Working Offline

The sandbox is great for playing around with BML, but as you go deeper down the chance text rabbit hole you’ll want to start working with a proper text editor that lets you save your work and track changes. We recommend people use Visual Studio Code for this, as we’ve created an official language extension that provides much the same experience as the online sandbox.

Installing VS Code and the BML extension

Visual Studio Code is a popular text editor that’s easy to learn and which supports many third party extensions. You can install it from its official website here.

Once you’ve installed it, launch it and open the extensions view. Search for the bml-lang extension and install. Once installed, VS Code will be able to create, edit, and run BML files.

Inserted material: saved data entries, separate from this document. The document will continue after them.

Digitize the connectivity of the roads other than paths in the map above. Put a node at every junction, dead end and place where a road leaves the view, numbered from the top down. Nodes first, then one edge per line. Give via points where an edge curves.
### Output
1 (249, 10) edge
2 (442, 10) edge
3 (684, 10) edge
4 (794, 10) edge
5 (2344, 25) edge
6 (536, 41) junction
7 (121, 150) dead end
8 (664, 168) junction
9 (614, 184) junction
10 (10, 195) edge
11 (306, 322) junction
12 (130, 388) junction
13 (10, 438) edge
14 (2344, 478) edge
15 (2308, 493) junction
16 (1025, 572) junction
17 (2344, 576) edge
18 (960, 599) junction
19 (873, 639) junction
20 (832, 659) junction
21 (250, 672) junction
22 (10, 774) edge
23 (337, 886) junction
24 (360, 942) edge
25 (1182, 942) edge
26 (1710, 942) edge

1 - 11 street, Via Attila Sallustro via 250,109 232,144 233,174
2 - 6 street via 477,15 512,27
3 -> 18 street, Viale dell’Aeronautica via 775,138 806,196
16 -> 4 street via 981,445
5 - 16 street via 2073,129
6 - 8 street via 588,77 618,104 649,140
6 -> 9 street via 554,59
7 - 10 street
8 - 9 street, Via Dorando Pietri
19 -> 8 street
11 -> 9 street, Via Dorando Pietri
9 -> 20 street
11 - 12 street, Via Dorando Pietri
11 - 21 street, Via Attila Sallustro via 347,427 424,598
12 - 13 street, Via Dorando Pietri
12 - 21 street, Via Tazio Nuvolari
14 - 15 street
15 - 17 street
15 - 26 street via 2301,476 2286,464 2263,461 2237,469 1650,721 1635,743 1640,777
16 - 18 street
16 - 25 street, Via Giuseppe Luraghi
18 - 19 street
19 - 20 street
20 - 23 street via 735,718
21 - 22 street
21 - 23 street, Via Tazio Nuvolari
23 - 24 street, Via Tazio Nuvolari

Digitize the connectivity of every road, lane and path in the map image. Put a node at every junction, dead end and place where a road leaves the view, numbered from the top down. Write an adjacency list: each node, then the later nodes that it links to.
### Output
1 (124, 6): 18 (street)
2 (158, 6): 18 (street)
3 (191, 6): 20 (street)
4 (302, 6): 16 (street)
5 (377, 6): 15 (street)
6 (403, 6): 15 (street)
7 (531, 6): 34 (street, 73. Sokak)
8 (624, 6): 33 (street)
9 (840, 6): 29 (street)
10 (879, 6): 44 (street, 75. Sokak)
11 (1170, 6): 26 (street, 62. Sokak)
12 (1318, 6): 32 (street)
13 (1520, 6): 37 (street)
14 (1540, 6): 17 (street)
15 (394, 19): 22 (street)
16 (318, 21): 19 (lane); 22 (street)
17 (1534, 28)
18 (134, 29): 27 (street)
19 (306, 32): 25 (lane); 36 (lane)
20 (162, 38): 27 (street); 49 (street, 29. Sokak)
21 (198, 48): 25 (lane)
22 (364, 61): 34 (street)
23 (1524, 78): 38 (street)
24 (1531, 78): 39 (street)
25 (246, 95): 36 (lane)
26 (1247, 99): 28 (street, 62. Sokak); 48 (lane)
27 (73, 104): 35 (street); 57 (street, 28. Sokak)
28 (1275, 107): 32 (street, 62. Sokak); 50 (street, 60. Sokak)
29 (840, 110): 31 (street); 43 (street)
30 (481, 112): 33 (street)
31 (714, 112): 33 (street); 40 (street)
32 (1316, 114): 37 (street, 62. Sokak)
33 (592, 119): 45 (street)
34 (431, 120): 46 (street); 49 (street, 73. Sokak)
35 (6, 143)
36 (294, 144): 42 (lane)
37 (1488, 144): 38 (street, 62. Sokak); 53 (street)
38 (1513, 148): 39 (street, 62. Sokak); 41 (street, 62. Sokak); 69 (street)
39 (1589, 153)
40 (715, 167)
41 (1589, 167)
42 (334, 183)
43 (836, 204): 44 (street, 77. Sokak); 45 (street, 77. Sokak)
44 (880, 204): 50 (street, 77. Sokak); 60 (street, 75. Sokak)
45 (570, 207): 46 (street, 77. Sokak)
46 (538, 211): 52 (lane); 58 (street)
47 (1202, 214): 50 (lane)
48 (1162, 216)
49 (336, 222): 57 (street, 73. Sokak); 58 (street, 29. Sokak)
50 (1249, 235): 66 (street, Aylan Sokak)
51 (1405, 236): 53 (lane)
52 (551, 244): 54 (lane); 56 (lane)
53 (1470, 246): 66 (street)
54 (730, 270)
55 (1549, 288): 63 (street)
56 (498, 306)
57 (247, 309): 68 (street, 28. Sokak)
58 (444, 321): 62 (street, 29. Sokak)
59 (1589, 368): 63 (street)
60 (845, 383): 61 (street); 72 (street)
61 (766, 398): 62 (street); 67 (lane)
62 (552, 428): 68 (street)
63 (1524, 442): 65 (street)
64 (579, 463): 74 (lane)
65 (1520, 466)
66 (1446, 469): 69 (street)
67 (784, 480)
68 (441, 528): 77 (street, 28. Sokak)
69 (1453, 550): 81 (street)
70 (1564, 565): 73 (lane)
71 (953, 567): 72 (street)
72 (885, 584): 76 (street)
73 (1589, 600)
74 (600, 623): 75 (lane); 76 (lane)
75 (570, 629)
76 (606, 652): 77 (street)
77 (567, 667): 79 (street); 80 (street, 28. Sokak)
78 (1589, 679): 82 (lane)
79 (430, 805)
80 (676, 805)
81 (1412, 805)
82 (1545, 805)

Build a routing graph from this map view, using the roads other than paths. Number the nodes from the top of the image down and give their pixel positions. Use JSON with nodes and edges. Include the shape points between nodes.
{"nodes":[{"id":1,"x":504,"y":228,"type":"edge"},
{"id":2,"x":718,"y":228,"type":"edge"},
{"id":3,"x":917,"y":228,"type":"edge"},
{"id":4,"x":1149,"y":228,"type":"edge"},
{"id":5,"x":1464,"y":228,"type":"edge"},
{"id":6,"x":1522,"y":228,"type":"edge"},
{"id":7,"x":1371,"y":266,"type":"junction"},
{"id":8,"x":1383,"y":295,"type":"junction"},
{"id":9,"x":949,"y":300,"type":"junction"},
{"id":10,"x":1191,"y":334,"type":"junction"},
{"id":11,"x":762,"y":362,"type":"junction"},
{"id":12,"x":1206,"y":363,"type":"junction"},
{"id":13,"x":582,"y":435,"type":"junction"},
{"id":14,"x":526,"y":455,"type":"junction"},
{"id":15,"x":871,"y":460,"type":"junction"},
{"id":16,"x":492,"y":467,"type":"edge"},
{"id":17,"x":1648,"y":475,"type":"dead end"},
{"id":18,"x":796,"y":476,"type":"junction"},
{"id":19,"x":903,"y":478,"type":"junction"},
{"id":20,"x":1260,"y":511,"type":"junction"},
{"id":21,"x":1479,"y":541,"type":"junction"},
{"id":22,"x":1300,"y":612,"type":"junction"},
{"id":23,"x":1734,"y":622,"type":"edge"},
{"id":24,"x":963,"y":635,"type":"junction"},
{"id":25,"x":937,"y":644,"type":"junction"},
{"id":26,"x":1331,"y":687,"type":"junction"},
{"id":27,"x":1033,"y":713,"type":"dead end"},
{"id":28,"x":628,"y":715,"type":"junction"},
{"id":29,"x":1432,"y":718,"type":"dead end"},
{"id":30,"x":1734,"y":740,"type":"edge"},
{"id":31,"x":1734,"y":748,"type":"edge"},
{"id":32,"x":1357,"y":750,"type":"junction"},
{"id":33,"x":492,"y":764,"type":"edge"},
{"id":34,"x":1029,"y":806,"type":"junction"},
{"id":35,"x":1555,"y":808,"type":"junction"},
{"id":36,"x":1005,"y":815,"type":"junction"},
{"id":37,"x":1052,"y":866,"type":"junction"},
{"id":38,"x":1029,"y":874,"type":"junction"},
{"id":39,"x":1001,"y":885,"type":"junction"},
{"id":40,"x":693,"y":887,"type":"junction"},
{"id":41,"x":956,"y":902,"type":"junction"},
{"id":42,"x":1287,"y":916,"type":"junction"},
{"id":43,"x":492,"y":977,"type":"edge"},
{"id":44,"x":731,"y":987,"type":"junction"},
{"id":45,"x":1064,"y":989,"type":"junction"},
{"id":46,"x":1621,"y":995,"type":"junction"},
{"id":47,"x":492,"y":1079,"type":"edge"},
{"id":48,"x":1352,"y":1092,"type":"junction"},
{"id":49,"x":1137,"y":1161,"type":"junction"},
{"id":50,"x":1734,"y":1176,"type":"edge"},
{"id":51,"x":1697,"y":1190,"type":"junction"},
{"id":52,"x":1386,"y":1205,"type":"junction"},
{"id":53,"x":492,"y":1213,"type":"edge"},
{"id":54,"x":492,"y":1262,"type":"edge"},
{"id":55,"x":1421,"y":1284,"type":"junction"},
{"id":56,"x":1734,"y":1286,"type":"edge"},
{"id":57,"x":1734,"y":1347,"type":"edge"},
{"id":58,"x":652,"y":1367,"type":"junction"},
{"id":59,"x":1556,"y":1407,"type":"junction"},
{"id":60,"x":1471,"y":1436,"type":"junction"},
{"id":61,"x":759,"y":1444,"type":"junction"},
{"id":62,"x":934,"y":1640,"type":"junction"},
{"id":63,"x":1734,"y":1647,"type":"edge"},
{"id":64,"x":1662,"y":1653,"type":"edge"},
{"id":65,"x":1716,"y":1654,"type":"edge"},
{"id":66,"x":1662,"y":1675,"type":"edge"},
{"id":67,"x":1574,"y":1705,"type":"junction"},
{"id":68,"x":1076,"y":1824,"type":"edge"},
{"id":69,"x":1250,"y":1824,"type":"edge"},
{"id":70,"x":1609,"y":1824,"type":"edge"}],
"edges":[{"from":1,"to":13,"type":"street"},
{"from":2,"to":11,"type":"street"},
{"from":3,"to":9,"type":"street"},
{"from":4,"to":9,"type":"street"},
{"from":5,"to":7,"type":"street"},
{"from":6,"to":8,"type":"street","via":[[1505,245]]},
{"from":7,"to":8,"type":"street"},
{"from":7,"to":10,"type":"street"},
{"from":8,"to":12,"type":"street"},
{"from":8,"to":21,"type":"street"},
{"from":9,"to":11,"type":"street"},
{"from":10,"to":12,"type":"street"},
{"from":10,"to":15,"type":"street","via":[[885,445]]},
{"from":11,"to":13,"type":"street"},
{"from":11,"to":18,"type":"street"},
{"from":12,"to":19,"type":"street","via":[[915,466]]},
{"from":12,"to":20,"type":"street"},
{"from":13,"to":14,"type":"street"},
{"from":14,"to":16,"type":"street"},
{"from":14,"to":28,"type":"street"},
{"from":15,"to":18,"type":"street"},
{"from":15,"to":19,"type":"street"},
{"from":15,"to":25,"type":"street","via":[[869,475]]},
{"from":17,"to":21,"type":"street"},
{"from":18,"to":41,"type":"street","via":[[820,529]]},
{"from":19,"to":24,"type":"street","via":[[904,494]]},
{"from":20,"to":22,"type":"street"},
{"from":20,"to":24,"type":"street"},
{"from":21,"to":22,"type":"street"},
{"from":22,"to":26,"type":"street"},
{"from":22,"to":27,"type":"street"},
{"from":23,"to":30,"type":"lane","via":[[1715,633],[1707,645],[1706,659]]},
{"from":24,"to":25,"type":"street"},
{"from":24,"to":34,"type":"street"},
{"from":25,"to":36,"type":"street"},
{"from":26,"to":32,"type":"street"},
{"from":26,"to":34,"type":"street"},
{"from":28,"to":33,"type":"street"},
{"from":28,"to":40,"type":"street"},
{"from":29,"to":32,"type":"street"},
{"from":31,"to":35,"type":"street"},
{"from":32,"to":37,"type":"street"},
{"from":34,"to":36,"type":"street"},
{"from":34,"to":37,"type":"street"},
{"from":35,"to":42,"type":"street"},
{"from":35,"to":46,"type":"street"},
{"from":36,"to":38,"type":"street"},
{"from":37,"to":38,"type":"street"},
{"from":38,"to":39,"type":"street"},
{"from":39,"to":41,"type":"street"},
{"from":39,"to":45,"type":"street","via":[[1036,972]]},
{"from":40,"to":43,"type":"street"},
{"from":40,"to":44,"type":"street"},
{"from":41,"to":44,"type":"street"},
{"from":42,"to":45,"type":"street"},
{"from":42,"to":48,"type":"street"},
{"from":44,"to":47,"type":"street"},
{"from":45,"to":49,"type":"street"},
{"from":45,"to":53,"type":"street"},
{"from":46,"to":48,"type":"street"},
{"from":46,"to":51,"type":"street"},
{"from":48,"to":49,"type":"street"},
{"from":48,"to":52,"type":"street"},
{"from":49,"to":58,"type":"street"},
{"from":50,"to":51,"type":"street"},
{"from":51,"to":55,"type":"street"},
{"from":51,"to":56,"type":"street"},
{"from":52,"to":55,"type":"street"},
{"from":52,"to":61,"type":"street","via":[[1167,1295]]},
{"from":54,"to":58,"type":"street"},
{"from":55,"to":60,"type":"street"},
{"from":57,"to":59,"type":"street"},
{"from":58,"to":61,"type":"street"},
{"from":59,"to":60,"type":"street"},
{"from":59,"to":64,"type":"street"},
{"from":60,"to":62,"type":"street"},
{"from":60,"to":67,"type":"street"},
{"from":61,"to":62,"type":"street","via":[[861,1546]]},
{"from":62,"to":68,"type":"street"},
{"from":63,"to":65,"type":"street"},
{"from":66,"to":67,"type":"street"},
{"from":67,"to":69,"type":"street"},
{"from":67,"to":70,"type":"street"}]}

Editing and running .bml files

In VS Code, try creating a file named example.bml with some contents like below and save it wherever you keep your projects on your computer.

Hello {(blurry), (chancy)} world!

VS Code should provide syntax highlighting on .bml files.

You can run your code using the built-in “Run BML” command. From the top menu, click “View” → “Command Palette” and type “Run BML” and click it or press enter. An output pane at the bottom of the window should show the output of your document.

You can bind this to a shortcut key of your choice using “File” → “Preferences” → “Keyboard Shortcuts”, searching for “Run BML”, and binding some memorable key to it.